> Action item:
The answer must be every line below that holds the word "Angostura".

START Dataset records

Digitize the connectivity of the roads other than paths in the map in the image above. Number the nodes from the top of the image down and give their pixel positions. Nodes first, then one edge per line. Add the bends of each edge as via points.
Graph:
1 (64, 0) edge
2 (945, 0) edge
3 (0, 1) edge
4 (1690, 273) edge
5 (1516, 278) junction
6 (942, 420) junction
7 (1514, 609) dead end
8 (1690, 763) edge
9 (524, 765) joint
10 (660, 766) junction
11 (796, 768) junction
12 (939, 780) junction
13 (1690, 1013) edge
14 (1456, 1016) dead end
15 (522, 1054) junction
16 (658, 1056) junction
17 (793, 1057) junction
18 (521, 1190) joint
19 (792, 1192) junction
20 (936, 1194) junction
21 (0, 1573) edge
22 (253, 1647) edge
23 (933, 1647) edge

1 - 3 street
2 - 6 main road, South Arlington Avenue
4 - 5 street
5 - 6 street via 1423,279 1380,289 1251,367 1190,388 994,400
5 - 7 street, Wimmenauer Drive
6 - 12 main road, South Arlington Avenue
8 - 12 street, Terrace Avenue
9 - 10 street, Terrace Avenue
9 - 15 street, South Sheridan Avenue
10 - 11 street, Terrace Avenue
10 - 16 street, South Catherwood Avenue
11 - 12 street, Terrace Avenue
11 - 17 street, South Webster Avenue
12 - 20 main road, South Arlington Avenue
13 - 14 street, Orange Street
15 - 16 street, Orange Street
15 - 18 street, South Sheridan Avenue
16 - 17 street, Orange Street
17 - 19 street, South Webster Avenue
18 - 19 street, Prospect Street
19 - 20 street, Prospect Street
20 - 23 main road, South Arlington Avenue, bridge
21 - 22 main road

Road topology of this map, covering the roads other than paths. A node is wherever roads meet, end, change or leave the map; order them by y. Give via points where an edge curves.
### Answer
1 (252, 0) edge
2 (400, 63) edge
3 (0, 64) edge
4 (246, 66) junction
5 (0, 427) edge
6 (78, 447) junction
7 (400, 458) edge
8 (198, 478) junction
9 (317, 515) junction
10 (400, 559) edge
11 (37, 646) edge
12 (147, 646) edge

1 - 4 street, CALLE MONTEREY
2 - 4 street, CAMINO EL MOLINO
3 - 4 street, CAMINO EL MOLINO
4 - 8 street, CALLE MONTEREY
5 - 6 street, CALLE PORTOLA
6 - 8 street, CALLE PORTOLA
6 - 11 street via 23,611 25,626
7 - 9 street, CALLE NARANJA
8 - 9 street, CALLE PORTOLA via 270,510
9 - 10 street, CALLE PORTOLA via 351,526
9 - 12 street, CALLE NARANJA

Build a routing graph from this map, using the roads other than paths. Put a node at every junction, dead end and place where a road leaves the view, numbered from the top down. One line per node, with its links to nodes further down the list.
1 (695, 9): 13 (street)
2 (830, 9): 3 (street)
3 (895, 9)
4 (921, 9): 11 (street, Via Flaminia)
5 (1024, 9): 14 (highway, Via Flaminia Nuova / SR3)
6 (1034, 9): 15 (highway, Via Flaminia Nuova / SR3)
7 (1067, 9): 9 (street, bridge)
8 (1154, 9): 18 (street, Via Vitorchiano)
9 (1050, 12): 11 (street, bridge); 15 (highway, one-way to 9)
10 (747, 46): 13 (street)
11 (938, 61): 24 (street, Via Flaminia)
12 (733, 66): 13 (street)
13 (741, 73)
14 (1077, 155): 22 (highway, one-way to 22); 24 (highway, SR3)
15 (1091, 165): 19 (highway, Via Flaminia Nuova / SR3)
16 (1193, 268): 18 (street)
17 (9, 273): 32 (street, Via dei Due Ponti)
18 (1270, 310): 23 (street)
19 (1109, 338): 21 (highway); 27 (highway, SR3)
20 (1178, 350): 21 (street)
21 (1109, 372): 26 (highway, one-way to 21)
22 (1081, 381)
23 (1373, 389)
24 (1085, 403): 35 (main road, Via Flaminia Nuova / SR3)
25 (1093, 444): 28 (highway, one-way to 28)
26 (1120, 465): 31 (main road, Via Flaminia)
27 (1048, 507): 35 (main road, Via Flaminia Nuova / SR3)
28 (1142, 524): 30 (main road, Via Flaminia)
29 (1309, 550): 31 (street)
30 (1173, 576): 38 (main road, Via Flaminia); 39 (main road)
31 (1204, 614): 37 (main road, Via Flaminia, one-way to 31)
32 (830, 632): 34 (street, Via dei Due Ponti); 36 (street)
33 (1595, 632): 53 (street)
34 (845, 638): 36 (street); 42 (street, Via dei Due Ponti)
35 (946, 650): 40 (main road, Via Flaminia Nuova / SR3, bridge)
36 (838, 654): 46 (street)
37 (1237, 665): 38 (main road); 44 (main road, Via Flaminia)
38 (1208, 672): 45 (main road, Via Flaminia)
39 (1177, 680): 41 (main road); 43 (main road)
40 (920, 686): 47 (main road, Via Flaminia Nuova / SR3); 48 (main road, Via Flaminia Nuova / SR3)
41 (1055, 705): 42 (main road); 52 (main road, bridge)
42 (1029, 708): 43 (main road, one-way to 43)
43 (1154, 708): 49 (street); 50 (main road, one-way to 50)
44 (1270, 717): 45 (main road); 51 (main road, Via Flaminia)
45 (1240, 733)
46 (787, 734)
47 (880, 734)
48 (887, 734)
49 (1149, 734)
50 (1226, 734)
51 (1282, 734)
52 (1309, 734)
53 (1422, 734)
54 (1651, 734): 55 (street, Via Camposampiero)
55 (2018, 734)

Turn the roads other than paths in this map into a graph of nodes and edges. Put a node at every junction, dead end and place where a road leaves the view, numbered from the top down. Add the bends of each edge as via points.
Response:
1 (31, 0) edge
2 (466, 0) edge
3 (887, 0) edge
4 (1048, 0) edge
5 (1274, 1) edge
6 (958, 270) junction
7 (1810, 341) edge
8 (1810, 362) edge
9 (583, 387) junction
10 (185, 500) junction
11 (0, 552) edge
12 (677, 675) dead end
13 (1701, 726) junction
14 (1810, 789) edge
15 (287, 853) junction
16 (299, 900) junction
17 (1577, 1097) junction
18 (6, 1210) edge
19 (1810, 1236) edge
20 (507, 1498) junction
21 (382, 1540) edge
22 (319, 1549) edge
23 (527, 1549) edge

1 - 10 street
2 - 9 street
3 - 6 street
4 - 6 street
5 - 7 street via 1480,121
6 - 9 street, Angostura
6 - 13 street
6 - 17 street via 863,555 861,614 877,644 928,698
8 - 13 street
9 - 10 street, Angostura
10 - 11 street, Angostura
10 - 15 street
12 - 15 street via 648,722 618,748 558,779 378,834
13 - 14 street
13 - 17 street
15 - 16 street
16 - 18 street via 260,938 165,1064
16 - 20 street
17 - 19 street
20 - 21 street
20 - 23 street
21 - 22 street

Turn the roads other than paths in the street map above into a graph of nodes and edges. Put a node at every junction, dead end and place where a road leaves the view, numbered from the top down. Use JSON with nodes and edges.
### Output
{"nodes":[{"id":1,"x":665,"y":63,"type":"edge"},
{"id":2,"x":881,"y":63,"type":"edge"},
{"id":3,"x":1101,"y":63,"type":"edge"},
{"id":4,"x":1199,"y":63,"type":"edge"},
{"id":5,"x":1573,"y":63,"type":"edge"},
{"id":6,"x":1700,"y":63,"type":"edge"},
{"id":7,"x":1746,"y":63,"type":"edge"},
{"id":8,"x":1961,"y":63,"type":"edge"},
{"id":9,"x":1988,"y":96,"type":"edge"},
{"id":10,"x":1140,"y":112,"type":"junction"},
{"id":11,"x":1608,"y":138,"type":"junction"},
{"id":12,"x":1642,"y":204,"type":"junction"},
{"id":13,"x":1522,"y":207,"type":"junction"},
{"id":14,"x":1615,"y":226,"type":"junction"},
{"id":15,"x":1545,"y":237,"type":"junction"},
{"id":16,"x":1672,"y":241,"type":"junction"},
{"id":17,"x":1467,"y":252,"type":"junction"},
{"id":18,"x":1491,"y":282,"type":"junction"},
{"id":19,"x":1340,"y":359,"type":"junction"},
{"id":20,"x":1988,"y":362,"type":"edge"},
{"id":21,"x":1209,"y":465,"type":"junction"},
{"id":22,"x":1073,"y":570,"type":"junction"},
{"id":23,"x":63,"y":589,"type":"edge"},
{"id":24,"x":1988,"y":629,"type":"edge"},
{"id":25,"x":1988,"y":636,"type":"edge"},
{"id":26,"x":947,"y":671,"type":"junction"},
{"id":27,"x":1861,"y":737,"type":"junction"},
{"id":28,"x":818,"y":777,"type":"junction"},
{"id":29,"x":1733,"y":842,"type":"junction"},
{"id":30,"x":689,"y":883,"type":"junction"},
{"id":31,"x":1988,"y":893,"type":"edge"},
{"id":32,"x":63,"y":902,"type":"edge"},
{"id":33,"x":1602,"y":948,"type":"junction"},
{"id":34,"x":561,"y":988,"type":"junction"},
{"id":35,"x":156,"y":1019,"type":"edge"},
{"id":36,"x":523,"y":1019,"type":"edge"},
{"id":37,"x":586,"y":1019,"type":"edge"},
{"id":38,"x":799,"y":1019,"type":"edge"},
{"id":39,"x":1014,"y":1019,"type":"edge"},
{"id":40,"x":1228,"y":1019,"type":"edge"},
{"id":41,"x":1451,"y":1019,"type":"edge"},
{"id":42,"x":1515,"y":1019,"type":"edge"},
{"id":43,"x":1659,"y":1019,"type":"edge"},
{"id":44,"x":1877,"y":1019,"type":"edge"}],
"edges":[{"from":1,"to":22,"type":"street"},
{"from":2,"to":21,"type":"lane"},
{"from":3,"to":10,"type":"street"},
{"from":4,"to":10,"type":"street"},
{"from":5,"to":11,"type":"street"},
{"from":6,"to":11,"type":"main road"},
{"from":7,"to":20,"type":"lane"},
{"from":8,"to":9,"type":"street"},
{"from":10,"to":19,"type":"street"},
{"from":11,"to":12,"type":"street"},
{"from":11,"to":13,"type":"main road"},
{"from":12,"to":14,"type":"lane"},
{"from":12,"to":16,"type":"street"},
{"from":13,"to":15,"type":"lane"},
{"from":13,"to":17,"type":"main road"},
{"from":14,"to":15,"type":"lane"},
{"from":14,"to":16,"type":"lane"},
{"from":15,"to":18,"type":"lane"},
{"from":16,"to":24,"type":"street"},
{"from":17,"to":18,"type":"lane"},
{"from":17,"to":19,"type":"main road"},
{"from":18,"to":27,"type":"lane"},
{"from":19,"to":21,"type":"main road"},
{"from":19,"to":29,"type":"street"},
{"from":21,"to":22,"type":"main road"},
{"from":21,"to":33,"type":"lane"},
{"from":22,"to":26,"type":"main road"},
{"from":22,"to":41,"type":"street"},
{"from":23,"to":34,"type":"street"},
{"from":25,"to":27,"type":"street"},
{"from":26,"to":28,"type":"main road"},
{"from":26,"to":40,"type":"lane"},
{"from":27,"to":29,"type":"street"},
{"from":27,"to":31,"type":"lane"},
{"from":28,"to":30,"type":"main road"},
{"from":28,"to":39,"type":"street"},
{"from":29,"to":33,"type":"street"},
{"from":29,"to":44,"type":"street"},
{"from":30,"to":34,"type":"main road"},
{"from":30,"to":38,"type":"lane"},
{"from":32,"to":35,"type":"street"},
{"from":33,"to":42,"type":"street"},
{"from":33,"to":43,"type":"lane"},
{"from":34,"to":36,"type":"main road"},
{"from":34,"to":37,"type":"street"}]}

END Dataset records

> Response to this task:
6 - 9 street, Angostura
9 - 10 street, Angostura
10 - 11 street, Angostura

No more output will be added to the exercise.